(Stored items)
━━━━━━━━━━

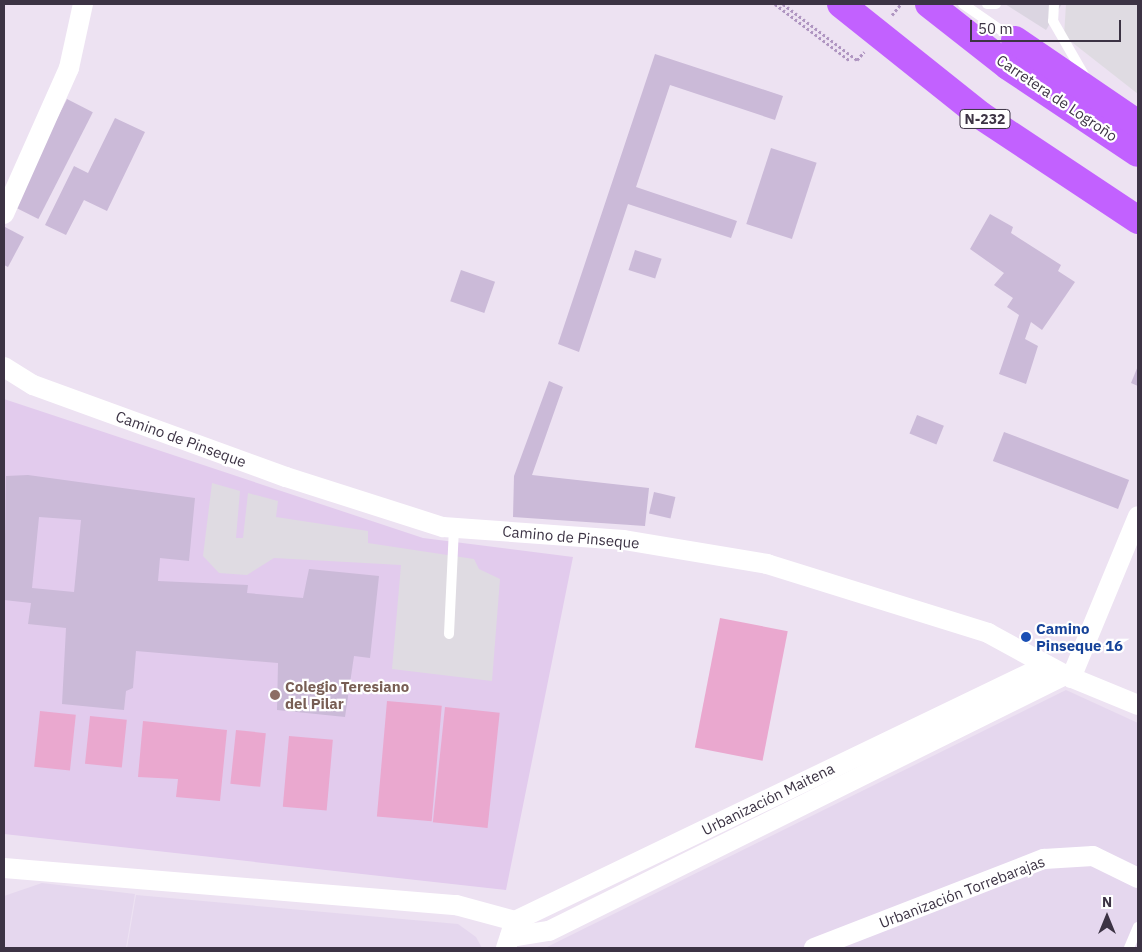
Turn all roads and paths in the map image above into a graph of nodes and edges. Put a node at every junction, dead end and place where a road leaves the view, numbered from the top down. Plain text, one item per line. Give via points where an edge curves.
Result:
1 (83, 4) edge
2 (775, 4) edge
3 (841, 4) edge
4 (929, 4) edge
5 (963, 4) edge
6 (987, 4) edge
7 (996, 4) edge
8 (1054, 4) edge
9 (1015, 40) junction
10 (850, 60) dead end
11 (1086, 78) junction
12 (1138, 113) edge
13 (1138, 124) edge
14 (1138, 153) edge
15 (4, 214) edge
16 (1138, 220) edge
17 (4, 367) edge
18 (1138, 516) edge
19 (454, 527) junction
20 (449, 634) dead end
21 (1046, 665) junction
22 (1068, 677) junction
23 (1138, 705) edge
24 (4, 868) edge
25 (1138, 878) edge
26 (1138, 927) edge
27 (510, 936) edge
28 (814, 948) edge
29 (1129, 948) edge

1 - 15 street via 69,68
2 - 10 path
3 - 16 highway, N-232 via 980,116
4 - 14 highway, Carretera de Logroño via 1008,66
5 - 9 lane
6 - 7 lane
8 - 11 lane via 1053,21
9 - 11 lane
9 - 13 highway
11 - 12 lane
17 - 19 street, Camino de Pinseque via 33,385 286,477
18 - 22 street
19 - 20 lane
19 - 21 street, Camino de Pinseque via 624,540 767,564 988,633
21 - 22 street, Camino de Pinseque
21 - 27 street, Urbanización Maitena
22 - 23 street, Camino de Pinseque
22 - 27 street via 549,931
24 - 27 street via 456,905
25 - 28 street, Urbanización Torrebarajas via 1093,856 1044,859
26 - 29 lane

━━━━━━━━━━

> [PROBLEM DETAILS]: Output each record precisely as it appears, and drop every picture.

> [TASK RESULT]:
Turn all roads and paths in the map image above into a graph of nodes and edges. Put a node at every junction, dead end and place where a road leaves the view, numbered from the top down. Plain text, one item per line. Give via points where an edge curves.
Result:
1 (83, 4) edge
2 (775, 4) edge
3 (841, 4) edge
4 (929, 4) edge
5 (963, 4) edge
6 (987, 4) edge
7 (996, 4) edge
8 (1054, 4) edge
9 (1015, 40) junction
10 (850, 60) dead end
11 (1086, 78) junction
12 (1138, 113) edge
13 (1138, 124) edge
14 (1138, 153) edge
15 (4, 214) edge
16 (1138, 220) edge
17 (4, 367) edge
18 (1138, 516) edge
19 (454, 527) junction
20 (449, 634) dead end
21 (1046, 665) junction
22 (1068, 677) junction
23 (1138, 705) edge
24 (4, 868) edge
25 (1138, 878) edge
26 (1138, 927) edge
27 (510, 936) edge
28 (814, 948) edge
29 (1129, 948) edge

1 - 15 street via 69,68
2 - 10 path
3 - 16 highway, N-232 via 980,116
4 - 14 highway, Carretera de Logroño via 1008,66
5 - 9 lane
6 - 7 lane
8 - 11 lane via 1053,21
9 - 11 lane
9 - 13 highway
11 - 12 lane
17 - 19 street, Camino de Pinseque via 33,385 286,477
18 - 22 street
19 - 20 lane
19 - 21 street, Camino de Pinseque via 624,540 767,564 988,633
21 - 22 street, Camino de Pinseque
21 - 27 street, Urbanización Maitena
22 - 23 street, Camino de Pinseque
22 - 27 street via 549,931
24 - 27 street via 456,905
25 - 28 street, Urbanización Torrebarajas via 1093,856 1044,859
26 - 29 lane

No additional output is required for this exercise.